Excerpts from a dataset:

╭──

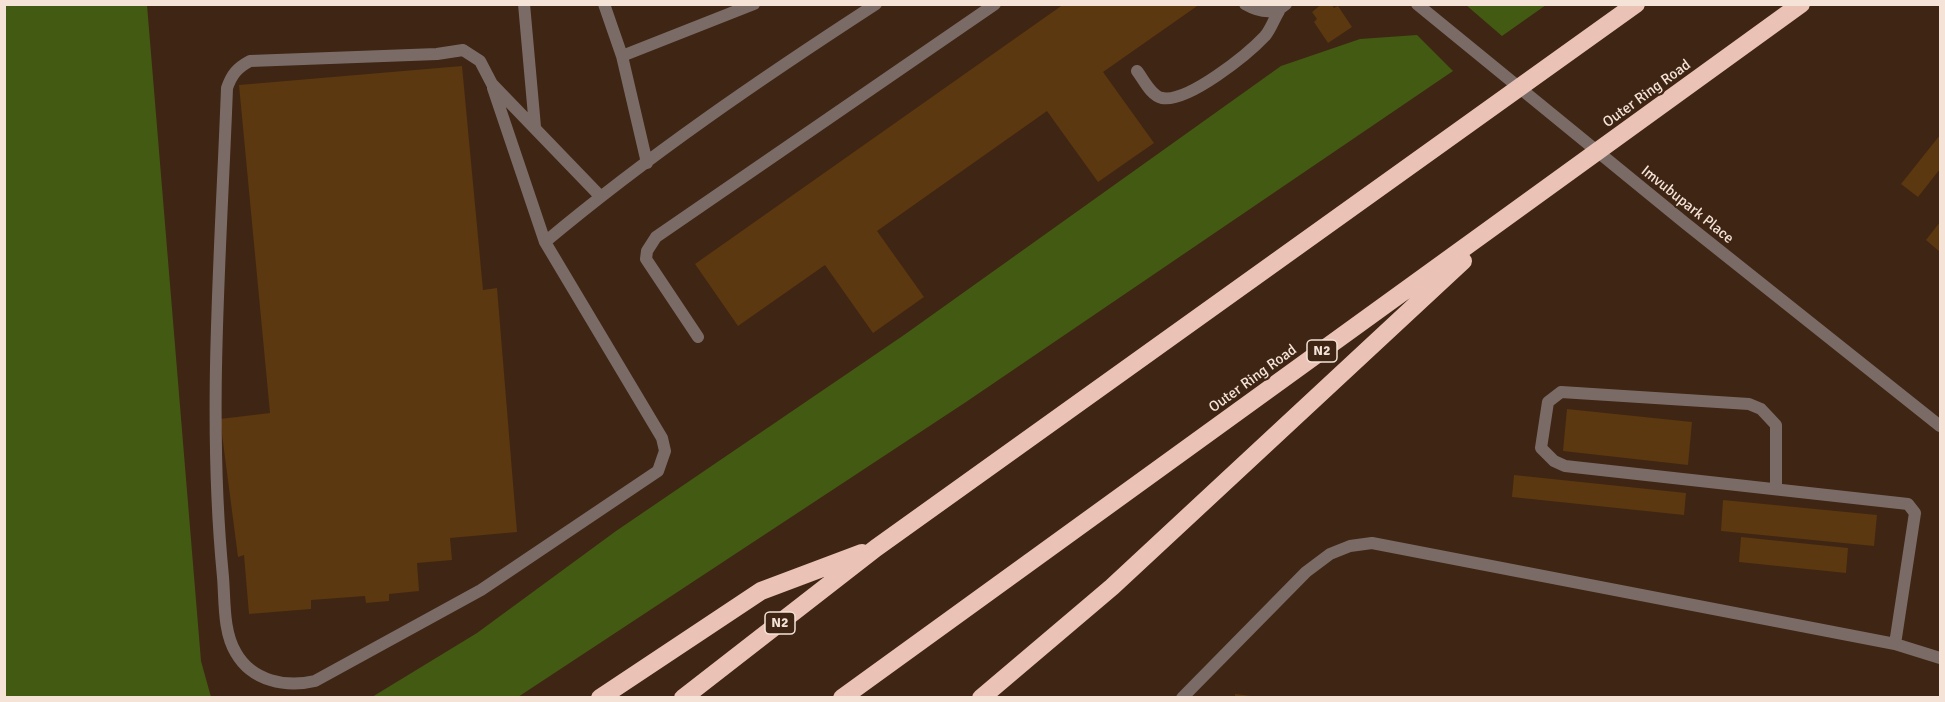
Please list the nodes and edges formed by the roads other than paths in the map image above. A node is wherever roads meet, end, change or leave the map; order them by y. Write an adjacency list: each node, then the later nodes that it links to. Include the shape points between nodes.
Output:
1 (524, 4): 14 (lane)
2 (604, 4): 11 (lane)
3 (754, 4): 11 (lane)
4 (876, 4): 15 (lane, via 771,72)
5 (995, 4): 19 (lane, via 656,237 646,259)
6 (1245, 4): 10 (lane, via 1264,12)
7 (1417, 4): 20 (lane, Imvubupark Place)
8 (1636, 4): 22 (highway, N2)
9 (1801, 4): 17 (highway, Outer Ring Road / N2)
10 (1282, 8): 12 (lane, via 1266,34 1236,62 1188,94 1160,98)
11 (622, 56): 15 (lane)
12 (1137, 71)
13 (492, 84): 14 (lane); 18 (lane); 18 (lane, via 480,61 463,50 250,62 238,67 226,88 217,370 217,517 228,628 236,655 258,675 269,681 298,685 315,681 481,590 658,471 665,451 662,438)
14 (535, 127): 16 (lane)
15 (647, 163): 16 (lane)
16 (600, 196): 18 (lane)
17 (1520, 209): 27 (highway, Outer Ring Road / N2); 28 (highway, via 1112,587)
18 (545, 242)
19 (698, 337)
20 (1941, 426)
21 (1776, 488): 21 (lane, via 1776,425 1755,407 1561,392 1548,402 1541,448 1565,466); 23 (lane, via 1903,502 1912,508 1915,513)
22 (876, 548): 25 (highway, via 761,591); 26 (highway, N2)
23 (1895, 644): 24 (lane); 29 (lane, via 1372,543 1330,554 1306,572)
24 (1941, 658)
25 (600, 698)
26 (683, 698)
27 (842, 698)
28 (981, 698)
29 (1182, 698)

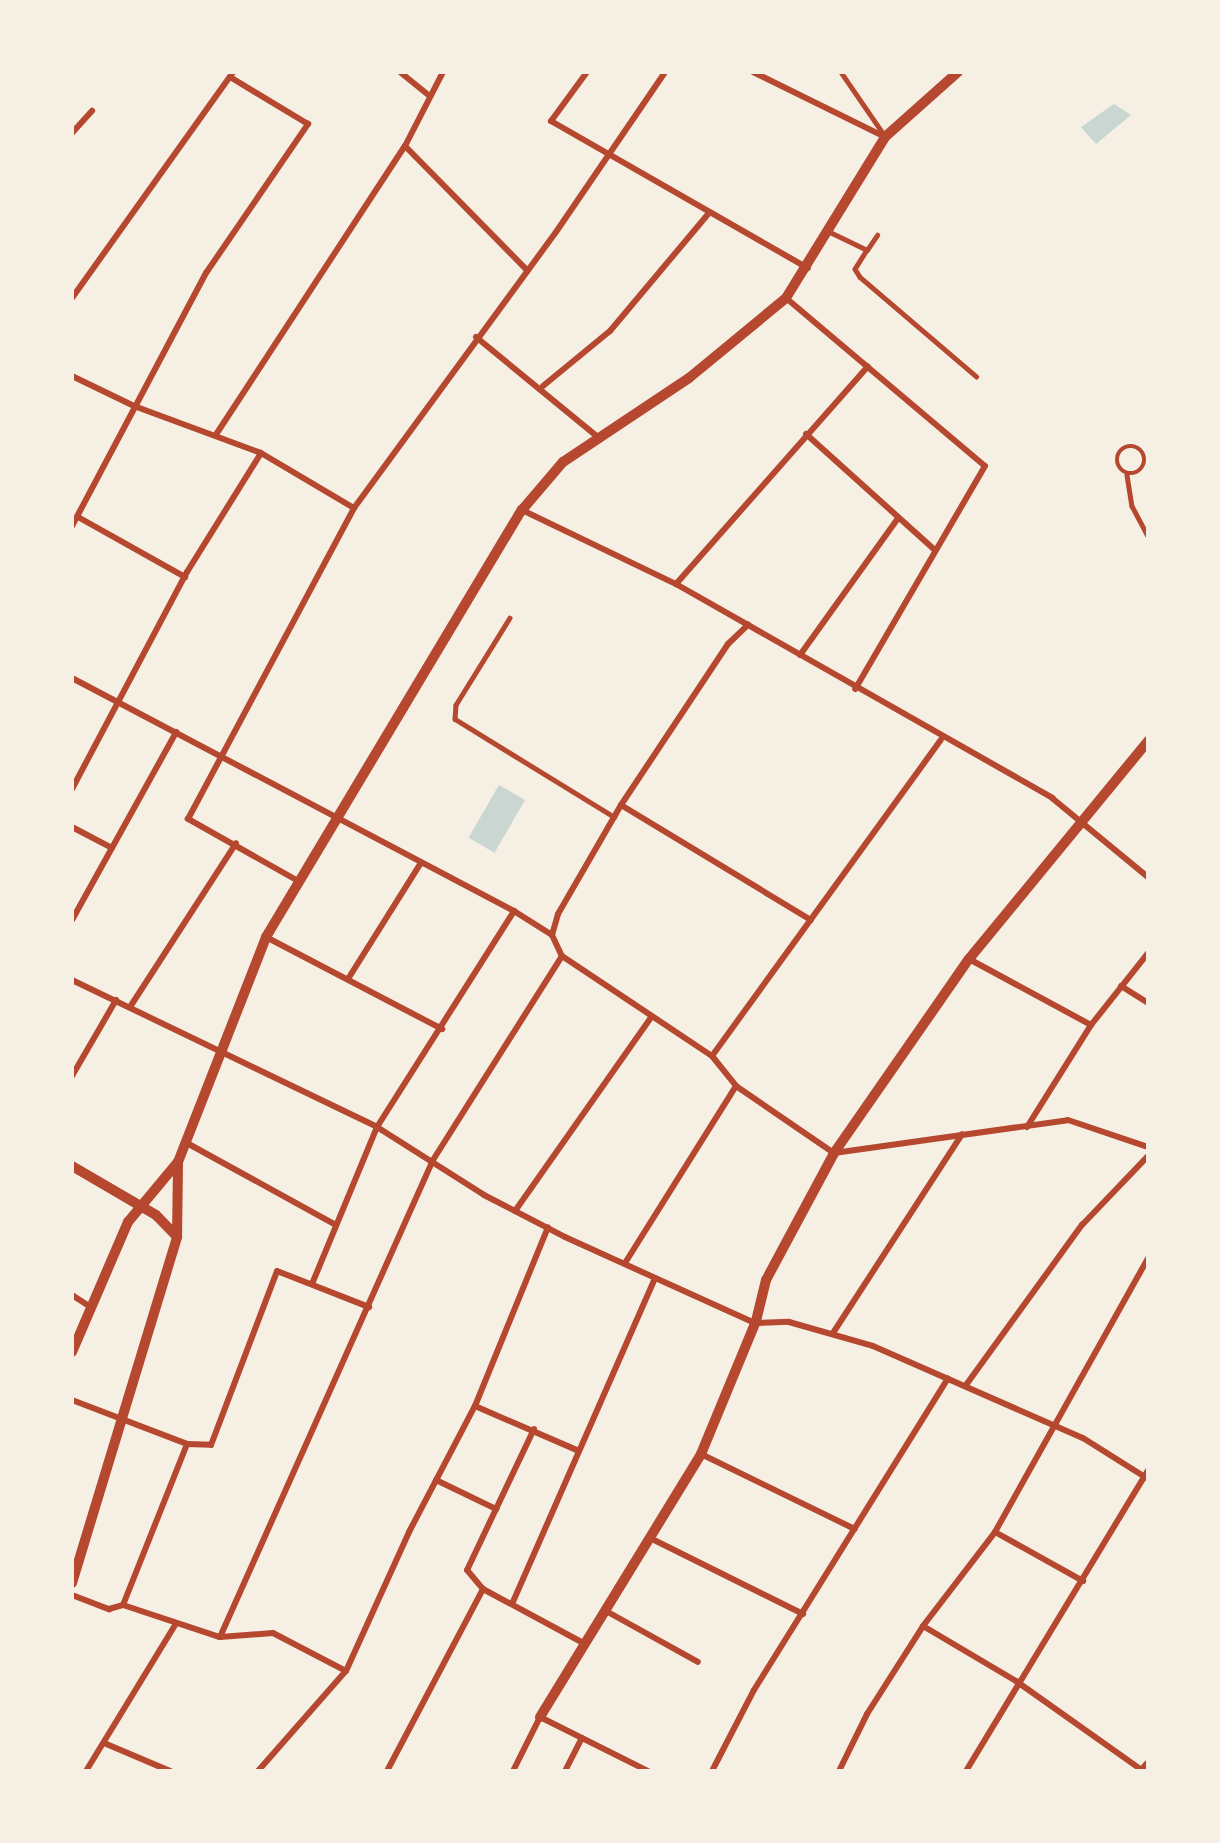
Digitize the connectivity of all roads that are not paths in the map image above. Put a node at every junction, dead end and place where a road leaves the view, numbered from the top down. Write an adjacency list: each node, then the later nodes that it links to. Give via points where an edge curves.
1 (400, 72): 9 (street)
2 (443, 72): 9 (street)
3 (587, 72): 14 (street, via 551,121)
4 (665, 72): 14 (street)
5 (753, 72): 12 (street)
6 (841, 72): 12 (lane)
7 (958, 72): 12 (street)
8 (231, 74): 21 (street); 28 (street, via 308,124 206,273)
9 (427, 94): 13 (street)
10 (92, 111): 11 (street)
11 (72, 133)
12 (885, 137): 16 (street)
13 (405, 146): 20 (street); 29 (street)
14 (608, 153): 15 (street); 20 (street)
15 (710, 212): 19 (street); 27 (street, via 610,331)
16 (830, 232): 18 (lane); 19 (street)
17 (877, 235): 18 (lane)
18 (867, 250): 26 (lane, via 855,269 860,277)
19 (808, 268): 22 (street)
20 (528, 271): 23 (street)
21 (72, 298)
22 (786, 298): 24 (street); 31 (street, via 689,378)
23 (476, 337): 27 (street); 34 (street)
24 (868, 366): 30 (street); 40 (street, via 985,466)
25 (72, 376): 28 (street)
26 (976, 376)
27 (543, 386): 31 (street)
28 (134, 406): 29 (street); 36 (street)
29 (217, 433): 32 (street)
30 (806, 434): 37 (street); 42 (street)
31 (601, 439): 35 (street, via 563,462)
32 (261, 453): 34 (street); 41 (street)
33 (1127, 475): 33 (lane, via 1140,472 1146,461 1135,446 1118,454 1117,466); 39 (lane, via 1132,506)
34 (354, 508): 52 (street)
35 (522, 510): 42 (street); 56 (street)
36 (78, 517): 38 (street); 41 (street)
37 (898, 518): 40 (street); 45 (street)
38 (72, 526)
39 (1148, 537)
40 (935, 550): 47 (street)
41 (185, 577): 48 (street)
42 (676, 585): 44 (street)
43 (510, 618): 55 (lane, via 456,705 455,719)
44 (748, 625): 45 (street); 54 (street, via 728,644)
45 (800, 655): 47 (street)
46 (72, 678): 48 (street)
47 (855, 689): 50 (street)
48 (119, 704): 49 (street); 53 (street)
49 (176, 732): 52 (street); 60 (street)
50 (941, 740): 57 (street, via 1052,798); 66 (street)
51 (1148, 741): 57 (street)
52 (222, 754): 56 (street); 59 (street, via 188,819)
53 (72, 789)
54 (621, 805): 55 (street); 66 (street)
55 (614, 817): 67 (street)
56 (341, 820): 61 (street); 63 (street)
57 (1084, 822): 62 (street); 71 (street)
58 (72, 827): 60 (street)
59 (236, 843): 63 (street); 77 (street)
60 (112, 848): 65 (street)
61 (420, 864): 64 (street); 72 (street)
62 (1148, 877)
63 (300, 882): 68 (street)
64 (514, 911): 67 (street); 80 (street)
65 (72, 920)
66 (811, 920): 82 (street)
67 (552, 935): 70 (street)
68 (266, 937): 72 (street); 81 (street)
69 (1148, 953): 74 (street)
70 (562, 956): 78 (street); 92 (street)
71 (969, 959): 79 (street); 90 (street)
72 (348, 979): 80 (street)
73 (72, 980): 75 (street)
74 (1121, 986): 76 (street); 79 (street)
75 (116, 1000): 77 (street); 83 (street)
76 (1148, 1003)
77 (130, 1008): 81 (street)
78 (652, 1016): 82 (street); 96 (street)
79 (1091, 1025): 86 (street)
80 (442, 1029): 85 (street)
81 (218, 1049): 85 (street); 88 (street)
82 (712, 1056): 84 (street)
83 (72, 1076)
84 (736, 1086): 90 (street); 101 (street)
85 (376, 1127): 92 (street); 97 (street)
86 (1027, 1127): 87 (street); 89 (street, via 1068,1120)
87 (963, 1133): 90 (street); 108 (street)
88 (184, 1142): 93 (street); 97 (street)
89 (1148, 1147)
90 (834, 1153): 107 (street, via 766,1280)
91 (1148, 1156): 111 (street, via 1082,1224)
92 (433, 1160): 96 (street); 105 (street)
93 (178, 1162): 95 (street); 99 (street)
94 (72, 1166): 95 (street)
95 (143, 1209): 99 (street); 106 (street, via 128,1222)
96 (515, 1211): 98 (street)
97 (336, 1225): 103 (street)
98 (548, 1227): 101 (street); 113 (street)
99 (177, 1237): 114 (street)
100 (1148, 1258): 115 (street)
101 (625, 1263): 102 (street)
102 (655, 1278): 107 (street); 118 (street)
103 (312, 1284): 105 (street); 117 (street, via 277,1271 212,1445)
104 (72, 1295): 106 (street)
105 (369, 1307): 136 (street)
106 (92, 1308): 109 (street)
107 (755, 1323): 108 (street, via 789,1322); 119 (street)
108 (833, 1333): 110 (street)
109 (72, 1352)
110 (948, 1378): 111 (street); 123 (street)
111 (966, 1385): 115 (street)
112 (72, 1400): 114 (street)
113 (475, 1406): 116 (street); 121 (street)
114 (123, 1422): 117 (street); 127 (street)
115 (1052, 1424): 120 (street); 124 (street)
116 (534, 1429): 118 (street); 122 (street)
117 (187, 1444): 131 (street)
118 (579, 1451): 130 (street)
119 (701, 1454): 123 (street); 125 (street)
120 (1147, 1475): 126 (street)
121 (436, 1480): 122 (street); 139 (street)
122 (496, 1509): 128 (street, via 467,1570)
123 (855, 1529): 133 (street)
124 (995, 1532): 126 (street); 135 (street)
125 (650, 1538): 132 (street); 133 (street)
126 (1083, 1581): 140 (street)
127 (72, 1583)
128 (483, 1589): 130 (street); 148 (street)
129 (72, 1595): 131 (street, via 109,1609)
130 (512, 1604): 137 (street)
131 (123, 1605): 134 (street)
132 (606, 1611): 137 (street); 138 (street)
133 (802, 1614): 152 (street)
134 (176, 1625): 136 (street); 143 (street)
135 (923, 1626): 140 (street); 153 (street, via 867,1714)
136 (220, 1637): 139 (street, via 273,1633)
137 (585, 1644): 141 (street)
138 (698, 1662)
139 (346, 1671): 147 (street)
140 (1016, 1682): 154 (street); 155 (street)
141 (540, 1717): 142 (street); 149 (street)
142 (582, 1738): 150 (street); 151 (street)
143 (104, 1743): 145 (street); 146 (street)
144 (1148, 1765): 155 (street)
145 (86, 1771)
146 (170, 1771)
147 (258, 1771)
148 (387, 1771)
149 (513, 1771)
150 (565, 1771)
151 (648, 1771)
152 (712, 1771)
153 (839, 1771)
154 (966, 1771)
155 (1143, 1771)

╰──

• EXERCISE DESCRIPTION:
Return all lines in the entries above that carry the word "highway".

• ANSWER BOX:
8 (1636, 4): 22 (highway, N2)
9 (1801, 4): 17 (highway, Outer Ring Road / N2)
17 (1520, 209): 27 (highway, Outer Ring Road / N2); 28 (highway, via 1112,587)
22 (876, 548): 25 (highway, via 761,591); 26 (highway, N2)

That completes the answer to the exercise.